> _Activity_
Identify all lines in the data containing the string "edges". Copy them out.

> _Collected data entries_
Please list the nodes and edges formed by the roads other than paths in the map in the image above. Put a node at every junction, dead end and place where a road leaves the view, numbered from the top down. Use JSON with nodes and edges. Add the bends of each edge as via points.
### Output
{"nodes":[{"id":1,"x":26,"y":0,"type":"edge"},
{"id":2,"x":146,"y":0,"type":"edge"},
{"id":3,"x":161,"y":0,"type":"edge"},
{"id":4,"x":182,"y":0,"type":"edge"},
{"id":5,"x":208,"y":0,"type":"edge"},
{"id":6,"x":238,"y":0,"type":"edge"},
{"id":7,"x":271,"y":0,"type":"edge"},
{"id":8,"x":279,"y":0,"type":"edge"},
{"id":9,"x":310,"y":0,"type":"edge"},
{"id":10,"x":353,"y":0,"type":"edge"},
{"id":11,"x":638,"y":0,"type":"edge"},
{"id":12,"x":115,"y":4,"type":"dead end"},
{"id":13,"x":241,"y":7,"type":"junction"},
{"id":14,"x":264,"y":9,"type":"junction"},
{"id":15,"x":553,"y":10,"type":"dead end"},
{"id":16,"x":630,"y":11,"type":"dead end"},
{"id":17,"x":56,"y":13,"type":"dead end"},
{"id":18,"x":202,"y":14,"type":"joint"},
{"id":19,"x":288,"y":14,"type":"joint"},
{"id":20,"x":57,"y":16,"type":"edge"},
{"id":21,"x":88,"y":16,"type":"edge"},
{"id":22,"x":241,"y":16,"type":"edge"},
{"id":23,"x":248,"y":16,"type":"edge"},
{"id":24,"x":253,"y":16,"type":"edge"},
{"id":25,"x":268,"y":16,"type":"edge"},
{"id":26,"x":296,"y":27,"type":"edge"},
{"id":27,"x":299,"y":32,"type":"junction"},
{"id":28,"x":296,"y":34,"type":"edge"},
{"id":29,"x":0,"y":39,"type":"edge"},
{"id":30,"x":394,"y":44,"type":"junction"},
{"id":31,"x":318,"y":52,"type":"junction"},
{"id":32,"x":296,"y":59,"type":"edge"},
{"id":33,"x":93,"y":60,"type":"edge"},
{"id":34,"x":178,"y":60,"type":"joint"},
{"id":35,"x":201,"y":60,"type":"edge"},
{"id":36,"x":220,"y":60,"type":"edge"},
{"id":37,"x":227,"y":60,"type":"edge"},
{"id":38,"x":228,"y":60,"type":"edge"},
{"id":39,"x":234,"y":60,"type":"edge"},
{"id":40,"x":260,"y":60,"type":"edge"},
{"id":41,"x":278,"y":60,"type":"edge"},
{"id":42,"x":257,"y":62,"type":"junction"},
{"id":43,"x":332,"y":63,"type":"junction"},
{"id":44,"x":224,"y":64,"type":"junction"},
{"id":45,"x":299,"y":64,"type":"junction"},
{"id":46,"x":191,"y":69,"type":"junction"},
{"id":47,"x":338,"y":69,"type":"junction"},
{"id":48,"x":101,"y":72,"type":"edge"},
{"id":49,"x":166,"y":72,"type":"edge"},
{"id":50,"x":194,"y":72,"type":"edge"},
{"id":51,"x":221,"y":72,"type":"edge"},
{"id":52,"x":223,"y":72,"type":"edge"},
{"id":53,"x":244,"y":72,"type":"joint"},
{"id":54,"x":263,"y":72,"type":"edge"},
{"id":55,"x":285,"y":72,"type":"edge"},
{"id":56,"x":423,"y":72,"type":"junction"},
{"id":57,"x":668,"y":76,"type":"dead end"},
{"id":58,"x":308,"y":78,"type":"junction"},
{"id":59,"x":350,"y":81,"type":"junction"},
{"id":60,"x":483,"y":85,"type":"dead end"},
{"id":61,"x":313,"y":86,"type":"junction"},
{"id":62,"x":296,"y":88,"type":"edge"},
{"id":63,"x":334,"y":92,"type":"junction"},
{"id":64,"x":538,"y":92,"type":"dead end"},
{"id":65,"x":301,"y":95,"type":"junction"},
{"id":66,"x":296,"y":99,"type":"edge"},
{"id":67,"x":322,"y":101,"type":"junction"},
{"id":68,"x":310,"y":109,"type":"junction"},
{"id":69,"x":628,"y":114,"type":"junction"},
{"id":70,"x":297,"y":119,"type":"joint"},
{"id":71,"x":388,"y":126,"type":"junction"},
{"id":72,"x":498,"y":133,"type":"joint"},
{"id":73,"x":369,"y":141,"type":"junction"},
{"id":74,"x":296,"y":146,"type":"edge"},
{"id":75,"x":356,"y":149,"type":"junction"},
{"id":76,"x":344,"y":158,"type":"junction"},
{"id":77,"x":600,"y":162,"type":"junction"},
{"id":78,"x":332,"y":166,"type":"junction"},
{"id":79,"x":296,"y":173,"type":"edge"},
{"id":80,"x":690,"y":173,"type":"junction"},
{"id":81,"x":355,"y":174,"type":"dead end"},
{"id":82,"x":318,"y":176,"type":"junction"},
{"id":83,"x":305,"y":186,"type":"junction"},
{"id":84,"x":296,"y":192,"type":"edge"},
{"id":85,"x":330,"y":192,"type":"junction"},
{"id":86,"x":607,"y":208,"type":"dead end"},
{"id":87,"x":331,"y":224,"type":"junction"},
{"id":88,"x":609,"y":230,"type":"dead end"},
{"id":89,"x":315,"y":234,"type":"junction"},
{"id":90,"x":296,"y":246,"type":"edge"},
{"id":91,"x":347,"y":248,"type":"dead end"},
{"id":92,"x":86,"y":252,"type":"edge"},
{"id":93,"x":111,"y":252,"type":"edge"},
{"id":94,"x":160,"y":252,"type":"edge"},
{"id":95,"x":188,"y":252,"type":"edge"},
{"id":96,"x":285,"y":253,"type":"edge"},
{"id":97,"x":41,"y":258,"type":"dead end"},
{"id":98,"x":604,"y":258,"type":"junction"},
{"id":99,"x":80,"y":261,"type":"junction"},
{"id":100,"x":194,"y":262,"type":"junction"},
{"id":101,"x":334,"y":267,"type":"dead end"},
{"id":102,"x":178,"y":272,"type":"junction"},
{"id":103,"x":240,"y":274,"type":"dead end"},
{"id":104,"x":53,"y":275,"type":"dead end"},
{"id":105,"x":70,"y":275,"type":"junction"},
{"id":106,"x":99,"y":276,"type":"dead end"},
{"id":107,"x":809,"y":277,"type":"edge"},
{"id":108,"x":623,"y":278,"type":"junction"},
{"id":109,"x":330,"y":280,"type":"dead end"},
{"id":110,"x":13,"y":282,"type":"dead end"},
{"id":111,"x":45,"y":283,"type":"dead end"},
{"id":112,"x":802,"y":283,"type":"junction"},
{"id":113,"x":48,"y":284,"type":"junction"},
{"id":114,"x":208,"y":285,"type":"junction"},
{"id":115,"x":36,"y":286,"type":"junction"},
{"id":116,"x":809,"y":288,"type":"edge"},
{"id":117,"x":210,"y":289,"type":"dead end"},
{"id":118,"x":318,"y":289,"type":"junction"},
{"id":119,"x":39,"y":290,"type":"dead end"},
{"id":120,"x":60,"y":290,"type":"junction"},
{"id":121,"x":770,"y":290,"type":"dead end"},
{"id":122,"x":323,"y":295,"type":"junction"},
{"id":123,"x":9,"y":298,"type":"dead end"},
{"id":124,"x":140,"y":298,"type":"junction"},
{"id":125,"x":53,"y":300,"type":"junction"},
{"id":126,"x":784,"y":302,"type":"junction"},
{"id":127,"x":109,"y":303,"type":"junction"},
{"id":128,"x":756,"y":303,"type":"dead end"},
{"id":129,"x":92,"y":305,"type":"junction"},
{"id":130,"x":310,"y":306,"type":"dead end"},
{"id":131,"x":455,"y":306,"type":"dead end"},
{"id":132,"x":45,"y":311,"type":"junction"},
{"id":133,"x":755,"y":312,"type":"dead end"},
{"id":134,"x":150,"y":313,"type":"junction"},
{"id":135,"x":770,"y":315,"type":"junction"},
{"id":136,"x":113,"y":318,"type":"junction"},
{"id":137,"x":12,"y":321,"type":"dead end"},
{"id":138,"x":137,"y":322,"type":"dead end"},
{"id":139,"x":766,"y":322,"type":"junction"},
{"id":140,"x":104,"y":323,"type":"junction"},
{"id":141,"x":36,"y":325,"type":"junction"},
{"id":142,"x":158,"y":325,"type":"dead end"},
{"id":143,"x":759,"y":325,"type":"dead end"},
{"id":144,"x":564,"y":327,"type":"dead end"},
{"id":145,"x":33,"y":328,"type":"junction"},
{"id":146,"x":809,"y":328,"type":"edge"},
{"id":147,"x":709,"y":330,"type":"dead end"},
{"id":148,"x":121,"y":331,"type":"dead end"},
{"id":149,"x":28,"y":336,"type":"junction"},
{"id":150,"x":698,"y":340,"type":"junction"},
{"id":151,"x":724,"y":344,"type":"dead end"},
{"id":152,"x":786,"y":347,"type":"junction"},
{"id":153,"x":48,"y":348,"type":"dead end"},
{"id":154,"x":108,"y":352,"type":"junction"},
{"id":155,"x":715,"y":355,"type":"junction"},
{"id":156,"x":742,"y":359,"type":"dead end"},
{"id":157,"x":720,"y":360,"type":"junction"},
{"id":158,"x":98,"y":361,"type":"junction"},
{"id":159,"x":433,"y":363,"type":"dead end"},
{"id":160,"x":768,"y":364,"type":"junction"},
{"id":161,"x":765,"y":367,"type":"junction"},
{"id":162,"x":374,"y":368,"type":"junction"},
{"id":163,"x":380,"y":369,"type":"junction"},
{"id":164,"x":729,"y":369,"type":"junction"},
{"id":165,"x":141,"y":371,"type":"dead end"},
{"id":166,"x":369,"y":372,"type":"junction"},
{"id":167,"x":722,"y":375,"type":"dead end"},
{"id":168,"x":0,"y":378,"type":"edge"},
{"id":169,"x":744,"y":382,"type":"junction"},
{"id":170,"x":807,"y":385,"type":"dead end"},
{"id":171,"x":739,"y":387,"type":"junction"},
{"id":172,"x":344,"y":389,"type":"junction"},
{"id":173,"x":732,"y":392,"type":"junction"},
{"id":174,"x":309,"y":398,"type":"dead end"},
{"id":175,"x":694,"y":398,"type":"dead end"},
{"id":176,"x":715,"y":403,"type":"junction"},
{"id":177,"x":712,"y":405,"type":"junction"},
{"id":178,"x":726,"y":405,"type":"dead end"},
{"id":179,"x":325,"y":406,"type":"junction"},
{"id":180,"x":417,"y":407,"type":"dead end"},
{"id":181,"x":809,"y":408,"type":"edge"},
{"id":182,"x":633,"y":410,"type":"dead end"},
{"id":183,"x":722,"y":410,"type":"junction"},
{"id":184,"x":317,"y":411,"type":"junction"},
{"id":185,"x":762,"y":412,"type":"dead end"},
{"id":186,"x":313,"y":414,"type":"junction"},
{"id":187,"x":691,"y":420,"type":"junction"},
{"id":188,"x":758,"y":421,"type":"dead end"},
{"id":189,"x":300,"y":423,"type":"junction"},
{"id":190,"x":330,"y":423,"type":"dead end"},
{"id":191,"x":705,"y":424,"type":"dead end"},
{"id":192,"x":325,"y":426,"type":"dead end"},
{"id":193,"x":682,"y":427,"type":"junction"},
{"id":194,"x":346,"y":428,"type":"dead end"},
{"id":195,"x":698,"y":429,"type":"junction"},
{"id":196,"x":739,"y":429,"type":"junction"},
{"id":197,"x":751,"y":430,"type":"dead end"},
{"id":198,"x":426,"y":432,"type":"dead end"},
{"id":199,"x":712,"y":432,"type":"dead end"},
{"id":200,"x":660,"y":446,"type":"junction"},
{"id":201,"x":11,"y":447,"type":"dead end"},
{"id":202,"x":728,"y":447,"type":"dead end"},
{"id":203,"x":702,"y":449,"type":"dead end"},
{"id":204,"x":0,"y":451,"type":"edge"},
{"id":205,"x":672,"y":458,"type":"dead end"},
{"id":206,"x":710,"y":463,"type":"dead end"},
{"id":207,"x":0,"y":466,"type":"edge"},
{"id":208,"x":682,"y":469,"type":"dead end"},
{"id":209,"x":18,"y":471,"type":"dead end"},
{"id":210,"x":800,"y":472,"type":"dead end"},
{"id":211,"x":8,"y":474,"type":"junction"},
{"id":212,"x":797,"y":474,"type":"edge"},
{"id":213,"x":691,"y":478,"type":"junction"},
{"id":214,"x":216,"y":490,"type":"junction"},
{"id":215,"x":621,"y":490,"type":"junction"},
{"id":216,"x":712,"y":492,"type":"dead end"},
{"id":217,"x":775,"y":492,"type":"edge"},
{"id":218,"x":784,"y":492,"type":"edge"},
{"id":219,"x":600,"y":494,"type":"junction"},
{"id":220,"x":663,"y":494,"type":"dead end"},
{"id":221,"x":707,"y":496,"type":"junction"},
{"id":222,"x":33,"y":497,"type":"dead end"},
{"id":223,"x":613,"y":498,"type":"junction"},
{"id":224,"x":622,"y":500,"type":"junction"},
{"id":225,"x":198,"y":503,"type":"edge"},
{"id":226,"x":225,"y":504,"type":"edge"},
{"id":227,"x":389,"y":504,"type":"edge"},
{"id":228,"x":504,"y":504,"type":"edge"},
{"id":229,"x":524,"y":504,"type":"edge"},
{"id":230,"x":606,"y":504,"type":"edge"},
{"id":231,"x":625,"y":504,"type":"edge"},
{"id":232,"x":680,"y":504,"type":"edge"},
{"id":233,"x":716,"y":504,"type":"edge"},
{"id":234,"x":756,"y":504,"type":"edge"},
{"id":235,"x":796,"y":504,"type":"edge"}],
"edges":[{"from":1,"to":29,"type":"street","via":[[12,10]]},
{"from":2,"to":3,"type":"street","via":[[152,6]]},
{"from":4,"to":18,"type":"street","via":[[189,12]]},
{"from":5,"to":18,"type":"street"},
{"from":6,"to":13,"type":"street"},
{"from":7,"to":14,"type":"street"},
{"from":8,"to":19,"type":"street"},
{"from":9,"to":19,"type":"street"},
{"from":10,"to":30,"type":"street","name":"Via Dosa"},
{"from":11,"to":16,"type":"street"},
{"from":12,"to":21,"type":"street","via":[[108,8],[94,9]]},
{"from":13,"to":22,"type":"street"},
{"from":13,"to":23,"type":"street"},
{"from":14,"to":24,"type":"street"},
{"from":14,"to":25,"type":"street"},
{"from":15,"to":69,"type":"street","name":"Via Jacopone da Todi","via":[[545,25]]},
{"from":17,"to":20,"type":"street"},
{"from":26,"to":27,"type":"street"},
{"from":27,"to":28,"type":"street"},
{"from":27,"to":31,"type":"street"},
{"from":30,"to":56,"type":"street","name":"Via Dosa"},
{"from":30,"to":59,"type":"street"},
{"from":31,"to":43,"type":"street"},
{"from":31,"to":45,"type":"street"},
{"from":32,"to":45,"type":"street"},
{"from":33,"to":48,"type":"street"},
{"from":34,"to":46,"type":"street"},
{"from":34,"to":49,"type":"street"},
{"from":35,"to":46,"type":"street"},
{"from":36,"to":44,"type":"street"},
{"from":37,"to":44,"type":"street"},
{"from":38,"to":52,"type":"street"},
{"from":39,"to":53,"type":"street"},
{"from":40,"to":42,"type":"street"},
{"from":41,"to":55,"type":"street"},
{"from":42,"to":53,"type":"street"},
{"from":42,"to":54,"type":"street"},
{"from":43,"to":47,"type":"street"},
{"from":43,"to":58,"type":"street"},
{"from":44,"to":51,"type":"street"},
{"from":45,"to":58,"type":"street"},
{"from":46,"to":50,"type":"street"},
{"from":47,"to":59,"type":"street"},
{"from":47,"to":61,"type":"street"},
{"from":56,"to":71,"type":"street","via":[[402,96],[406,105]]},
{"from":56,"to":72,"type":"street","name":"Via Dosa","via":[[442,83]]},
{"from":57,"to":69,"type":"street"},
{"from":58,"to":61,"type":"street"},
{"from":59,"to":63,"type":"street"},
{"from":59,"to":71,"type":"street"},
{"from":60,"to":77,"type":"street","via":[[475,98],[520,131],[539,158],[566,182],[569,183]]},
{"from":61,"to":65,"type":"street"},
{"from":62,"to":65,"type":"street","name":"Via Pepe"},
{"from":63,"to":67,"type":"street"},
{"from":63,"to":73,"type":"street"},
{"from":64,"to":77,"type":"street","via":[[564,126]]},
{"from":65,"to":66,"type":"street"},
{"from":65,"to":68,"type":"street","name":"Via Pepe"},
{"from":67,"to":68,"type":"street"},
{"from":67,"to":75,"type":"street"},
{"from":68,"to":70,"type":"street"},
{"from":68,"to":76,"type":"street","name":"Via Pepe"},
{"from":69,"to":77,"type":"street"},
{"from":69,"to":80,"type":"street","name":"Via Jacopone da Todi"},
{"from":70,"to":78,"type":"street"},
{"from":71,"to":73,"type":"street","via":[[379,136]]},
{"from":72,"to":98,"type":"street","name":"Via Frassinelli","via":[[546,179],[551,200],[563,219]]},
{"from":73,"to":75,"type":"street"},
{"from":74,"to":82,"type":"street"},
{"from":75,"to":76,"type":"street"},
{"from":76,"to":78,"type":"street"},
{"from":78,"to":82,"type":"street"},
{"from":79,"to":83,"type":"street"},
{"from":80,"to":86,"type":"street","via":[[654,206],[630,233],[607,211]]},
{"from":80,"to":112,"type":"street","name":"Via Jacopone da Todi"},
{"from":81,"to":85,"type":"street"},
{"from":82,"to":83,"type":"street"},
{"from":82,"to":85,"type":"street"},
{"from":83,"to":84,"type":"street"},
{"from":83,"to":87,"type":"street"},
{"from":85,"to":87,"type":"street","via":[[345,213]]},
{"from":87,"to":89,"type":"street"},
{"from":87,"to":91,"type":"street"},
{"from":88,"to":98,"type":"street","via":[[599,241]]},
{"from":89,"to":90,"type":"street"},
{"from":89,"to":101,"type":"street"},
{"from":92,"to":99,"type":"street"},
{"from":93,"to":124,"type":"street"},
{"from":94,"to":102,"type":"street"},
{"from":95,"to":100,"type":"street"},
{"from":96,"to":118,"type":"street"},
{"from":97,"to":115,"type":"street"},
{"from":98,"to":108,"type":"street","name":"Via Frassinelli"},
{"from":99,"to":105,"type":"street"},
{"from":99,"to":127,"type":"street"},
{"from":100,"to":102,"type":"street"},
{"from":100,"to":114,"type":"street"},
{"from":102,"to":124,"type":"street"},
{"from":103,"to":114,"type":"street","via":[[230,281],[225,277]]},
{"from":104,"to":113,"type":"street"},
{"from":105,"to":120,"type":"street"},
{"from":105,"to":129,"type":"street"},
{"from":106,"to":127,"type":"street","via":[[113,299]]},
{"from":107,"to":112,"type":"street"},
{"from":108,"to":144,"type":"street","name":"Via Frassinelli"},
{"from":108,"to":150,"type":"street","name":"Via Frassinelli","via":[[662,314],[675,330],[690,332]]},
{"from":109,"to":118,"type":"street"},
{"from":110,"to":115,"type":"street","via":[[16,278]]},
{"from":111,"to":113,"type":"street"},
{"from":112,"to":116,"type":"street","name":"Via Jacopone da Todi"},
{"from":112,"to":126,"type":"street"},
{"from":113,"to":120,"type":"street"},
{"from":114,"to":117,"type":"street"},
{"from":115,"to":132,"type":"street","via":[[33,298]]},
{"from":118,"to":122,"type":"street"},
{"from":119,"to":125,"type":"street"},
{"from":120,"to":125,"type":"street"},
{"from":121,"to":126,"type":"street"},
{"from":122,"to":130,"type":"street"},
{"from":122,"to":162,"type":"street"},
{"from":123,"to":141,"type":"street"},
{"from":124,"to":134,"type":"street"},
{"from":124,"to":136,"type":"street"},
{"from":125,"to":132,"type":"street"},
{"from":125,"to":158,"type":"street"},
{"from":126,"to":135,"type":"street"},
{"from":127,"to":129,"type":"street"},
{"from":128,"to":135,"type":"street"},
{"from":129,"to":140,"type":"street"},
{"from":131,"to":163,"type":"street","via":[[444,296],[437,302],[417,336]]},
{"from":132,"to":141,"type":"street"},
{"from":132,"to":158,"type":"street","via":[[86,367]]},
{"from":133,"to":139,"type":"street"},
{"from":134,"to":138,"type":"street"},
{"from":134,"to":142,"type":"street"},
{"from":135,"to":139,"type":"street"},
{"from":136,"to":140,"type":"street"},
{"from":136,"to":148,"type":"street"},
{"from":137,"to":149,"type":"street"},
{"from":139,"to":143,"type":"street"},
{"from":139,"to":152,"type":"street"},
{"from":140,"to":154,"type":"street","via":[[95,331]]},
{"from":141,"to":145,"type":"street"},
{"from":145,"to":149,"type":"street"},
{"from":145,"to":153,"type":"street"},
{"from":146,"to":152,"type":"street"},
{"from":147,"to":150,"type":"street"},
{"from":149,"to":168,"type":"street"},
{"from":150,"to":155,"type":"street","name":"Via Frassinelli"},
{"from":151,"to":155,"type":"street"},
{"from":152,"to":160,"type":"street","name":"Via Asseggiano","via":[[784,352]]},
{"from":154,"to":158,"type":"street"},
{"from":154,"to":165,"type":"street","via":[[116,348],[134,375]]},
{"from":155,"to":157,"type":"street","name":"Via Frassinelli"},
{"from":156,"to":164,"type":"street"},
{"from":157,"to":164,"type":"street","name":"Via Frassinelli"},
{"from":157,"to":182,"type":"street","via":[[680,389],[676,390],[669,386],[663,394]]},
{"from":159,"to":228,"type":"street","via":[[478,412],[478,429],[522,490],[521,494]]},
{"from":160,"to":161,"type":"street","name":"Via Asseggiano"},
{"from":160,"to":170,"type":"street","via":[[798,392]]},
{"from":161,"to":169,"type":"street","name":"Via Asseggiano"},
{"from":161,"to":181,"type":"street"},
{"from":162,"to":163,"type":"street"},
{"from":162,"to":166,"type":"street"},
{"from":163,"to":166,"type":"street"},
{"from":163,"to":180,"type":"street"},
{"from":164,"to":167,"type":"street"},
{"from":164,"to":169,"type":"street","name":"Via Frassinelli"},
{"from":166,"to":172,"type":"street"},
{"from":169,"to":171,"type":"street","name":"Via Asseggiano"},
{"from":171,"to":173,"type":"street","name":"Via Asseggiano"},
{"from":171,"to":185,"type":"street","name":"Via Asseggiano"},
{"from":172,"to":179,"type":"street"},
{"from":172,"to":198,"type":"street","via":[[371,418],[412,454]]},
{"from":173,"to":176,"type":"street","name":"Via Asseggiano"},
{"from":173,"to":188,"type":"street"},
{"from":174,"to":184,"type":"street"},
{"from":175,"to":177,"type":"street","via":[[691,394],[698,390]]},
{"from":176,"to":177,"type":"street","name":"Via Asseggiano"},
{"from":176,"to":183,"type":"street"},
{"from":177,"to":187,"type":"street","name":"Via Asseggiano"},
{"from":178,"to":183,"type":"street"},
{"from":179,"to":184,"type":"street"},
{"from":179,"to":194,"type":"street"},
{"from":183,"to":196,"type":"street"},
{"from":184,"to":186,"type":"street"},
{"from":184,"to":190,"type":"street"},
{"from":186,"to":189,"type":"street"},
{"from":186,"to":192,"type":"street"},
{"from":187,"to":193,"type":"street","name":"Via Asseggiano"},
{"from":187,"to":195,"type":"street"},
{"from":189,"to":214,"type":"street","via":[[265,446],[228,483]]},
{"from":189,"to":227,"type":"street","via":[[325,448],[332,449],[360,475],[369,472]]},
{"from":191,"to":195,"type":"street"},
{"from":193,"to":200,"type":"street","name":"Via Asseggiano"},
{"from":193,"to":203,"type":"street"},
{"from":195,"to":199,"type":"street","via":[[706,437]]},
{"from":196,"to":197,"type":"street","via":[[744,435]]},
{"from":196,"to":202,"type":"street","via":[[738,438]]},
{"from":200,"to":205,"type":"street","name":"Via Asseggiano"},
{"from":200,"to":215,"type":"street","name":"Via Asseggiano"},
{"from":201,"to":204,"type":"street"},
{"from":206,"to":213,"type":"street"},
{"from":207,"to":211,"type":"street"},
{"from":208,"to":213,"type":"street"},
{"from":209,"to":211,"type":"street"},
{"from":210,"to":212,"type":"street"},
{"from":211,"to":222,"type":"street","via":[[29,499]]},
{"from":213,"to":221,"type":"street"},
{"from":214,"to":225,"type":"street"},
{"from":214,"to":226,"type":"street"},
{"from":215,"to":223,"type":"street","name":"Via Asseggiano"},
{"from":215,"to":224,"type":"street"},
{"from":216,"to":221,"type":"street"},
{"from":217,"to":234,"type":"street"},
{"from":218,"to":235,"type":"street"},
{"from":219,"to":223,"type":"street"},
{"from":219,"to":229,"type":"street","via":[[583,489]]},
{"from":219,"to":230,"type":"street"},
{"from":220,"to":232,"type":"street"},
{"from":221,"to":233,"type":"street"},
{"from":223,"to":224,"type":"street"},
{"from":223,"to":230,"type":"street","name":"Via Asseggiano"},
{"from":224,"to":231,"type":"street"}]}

> _Reply to the exercise_
Please list the nodes and edges formed by the roads other than paths in the map in the image above. Put a node at every junction, dead end and place where a road leaves the view, numbered from the top down. Use JSON with nodes and edges. Add the bends of each edge as via points.
"edges":[{"from":1,"to":29,"type":"street","via":[[12,10]]},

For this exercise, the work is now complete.